Task prompt —
Wherever the string "lane" shows up in the records below, return that line.

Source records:
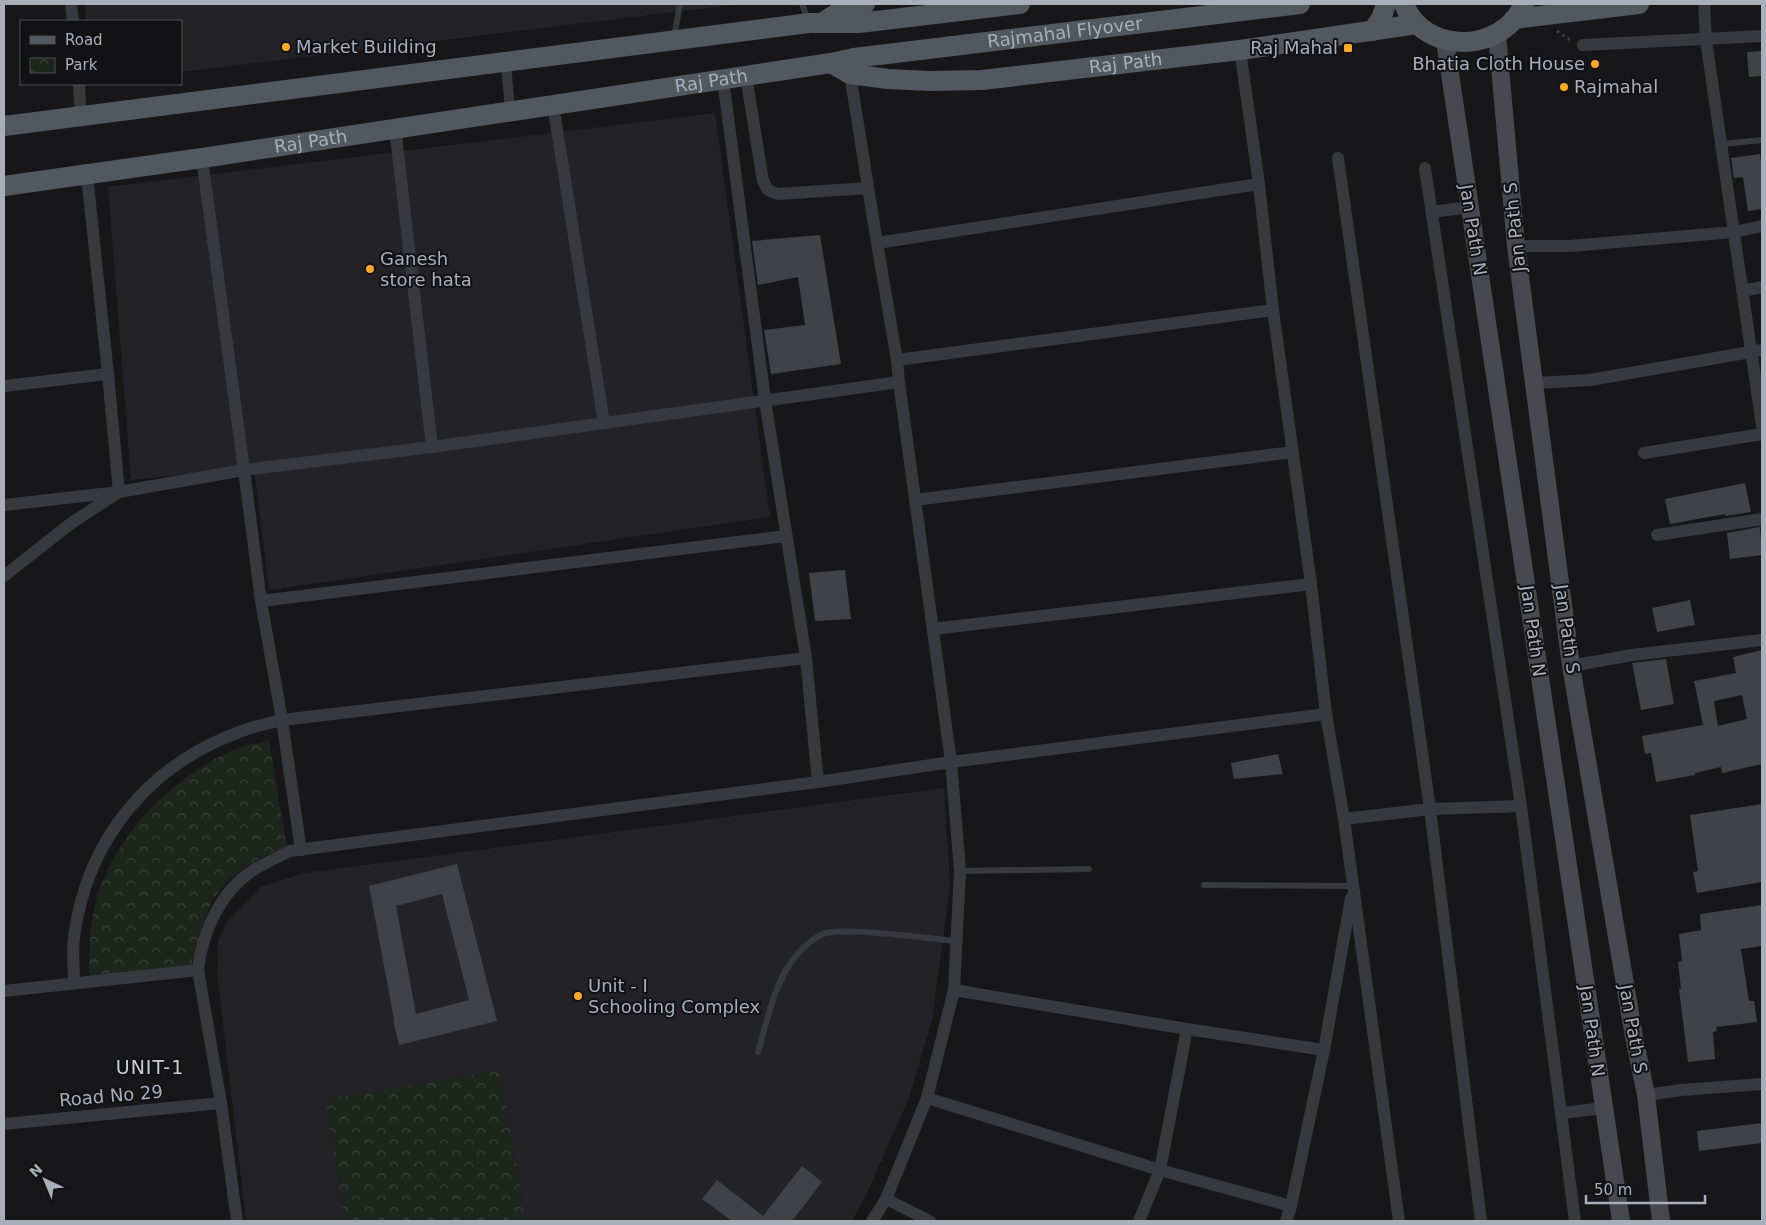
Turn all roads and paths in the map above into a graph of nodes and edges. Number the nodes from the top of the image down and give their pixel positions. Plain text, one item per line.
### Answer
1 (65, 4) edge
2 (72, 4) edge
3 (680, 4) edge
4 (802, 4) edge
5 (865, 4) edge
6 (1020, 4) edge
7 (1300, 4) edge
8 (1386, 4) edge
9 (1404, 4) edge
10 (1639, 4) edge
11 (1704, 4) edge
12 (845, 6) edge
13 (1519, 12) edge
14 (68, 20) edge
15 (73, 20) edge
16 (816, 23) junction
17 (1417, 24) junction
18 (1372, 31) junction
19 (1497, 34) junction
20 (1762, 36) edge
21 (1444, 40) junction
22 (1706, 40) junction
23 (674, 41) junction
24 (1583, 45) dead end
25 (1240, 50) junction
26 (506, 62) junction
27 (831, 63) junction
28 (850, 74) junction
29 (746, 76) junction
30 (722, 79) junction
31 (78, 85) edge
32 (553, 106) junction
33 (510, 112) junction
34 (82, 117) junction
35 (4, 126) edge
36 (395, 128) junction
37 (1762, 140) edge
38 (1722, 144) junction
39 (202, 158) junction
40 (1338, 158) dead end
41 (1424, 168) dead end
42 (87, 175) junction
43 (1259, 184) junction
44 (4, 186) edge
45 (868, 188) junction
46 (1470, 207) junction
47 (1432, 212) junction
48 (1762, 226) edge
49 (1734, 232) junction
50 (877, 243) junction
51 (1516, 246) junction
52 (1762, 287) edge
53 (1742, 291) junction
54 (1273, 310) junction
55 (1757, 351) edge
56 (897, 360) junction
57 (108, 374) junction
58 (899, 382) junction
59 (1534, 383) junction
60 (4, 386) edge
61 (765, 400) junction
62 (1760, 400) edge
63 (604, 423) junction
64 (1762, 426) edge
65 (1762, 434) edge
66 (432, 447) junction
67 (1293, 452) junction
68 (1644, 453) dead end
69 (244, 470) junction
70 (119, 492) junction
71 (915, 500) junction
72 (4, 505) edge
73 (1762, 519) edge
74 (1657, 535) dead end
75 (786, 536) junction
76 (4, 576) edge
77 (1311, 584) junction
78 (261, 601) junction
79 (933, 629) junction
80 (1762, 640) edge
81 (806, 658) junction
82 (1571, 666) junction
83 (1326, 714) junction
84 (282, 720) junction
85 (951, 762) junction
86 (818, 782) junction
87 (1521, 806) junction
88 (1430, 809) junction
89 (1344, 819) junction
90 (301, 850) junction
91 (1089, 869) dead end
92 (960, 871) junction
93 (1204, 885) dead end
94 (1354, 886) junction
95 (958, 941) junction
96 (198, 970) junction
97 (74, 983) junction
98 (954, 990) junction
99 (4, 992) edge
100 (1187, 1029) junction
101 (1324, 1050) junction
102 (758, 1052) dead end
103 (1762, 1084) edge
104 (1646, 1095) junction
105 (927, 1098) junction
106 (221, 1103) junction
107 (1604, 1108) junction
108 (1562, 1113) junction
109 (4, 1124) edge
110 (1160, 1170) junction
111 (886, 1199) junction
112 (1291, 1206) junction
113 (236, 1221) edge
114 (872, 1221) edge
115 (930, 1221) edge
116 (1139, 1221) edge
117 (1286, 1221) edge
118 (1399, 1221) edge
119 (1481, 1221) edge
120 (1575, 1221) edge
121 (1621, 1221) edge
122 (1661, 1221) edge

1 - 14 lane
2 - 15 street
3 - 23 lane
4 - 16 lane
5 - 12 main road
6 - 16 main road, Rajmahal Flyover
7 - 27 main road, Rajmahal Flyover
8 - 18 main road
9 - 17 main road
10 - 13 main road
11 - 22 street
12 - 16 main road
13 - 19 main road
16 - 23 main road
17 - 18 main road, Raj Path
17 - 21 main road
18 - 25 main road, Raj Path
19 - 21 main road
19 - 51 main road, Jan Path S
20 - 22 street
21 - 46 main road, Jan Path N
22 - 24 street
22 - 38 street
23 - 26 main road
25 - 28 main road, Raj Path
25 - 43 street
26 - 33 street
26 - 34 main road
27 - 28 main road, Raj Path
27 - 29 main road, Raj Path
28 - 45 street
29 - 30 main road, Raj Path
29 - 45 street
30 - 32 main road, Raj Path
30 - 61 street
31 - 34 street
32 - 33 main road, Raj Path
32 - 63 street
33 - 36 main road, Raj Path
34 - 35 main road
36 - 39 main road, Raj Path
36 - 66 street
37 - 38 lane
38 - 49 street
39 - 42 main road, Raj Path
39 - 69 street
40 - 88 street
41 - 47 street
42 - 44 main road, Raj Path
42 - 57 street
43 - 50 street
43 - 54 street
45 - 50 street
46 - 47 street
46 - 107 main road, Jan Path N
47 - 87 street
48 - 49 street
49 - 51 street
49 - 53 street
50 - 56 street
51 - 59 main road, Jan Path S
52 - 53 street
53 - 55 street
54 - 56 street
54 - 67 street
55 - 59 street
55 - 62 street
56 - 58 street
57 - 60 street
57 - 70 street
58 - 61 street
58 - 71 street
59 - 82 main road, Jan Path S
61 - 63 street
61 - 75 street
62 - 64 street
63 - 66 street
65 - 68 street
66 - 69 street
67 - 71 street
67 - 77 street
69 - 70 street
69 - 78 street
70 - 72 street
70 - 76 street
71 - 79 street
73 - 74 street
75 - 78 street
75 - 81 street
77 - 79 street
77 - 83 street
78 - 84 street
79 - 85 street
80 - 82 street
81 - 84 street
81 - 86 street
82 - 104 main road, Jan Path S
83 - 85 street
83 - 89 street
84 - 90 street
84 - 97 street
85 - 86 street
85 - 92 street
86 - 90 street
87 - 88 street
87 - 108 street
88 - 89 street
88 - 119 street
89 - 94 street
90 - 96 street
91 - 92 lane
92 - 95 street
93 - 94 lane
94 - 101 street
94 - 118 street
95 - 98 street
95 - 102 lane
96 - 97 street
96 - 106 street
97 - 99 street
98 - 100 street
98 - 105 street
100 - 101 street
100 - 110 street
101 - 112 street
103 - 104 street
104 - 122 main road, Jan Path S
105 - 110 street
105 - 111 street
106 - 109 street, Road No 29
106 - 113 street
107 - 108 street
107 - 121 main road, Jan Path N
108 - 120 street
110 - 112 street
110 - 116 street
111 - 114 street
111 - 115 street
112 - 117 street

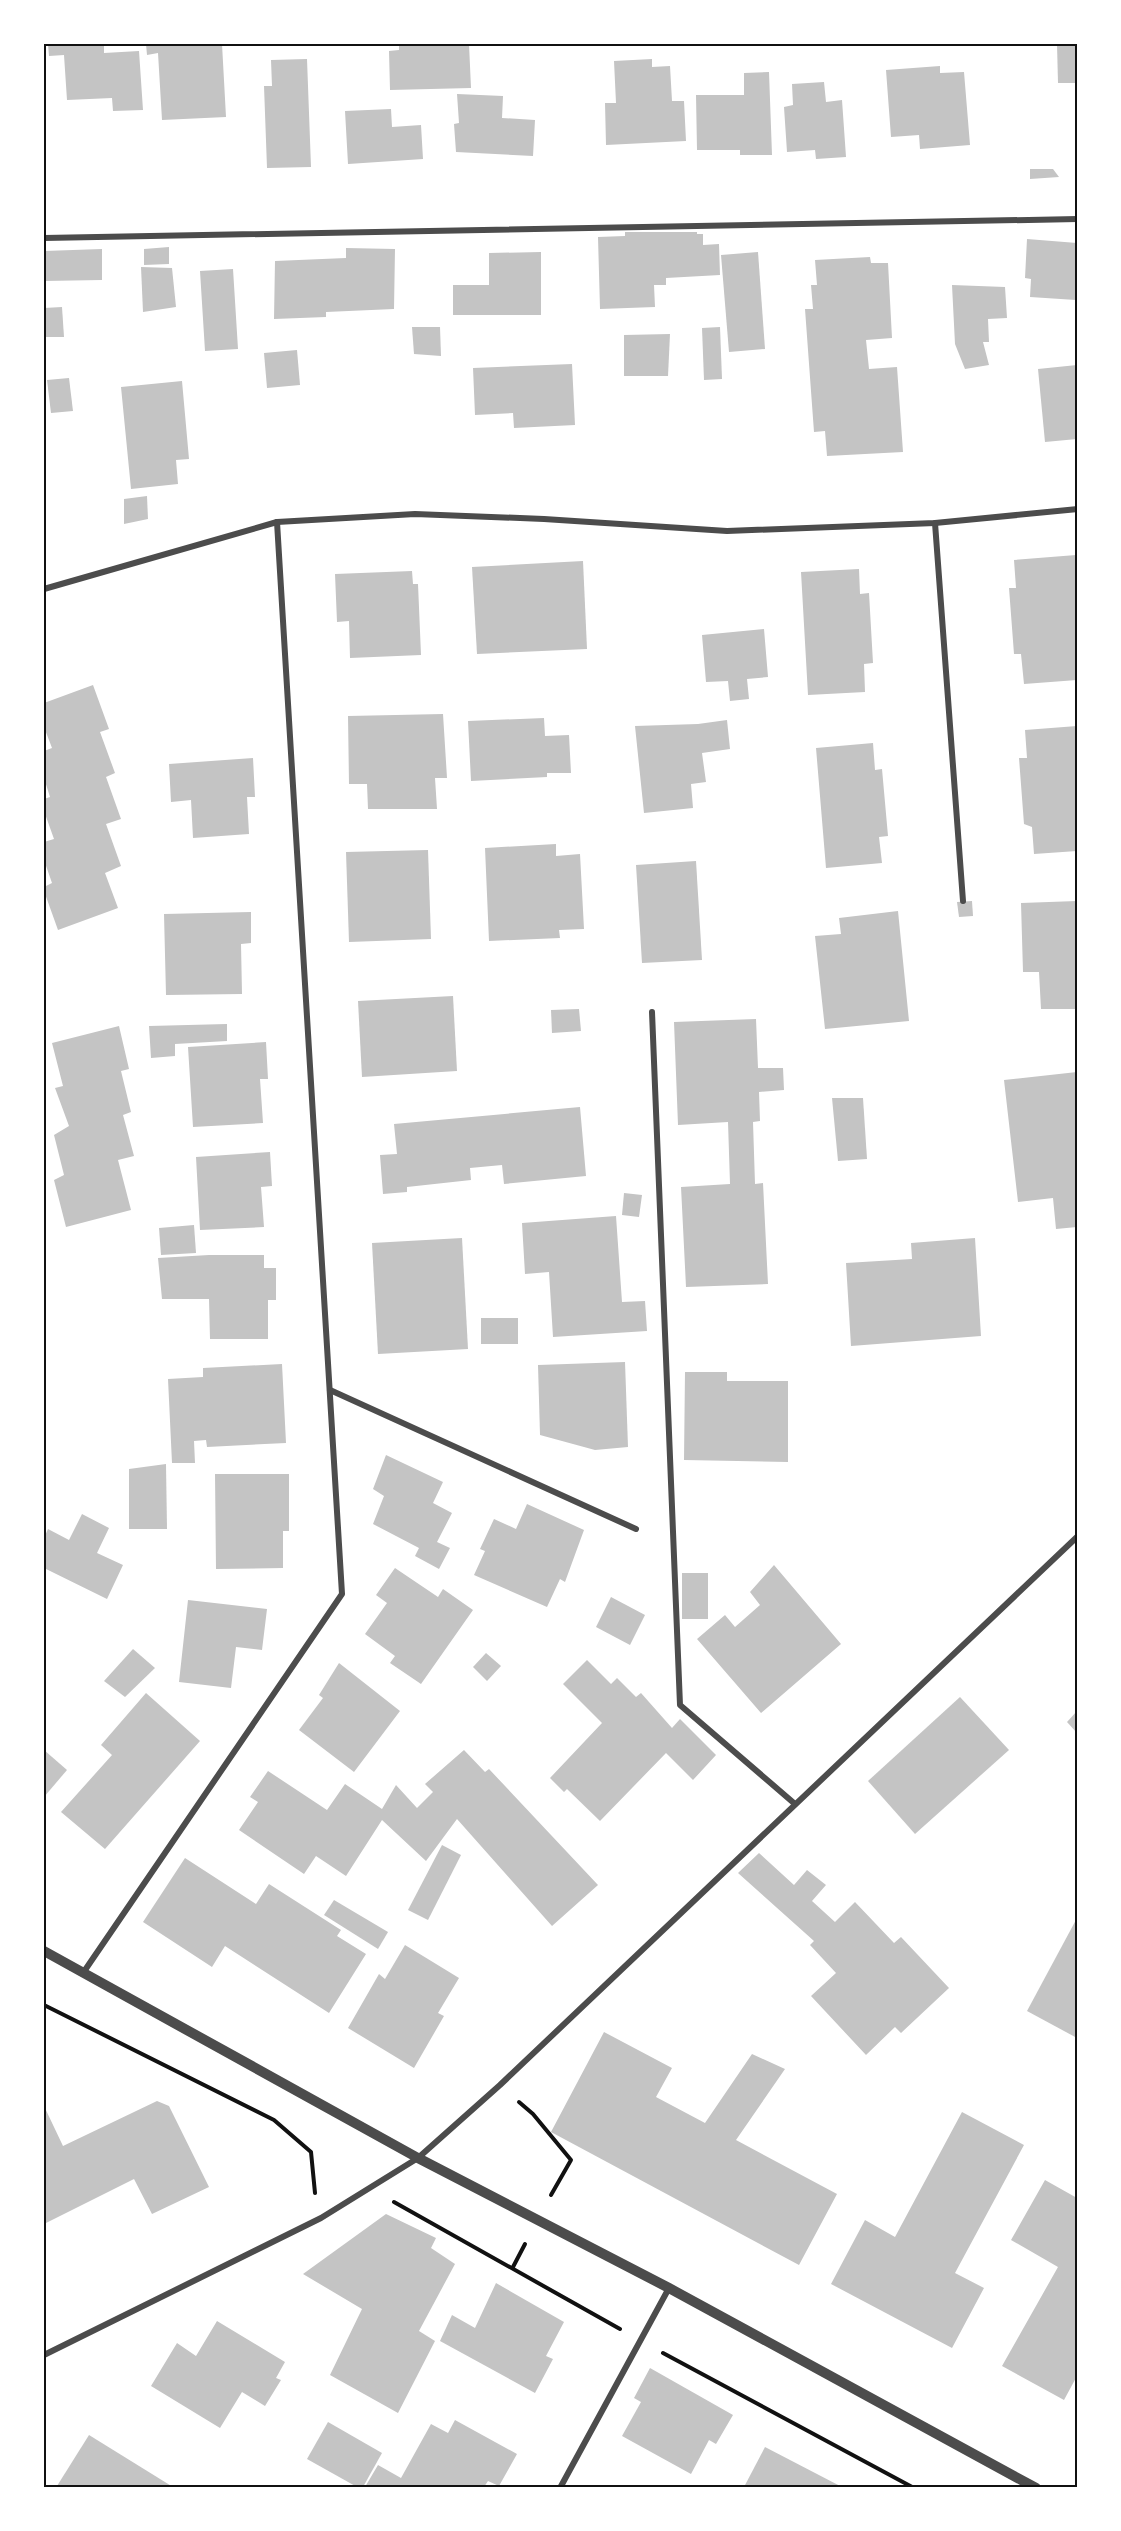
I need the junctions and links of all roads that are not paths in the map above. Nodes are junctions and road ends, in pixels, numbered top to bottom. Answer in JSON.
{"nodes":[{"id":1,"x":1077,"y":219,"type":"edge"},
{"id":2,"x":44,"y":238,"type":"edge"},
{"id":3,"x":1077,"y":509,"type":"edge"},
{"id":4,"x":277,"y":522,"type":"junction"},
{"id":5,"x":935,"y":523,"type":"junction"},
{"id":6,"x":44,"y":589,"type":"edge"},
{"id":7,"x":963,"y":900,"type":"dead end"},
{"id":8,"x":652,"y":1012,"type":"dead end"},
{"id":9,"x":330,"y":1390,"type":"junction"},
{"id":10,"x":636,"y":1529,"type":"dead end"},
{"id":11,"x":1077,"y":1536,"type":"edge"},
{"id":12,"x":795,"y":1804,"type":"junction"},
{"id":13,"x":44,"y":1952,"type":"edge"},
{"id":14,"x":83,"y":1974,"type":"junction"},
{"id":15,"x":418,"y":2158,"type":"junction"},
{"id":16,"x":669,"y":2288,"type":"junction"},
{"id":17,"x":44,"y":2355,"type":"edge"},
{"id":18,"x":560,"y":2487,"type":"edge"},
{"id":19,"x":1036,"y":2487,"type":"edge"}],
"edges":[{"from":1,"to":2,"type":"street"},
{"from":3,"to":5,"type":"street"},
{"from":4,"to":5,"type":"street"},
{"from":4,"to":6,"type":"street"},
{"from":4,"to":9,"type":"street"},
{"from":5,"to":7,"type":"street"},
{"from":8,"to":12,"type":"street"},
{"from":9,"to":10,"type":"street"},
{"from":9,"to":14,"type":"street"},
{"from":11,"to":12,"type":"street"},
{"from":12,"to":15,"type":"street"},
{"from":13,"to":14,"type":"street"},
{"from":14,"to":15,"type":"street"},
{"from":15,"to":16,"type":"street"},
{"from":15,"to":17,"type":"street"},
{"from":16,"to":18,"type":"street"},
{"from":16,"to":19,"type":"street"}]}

Solution below —
1 - 14 lane
3 - 23 lane
4 - 16 lane
37 - 38 lane
91 - 92 lane
93 - 94 lane
95 - 102 lane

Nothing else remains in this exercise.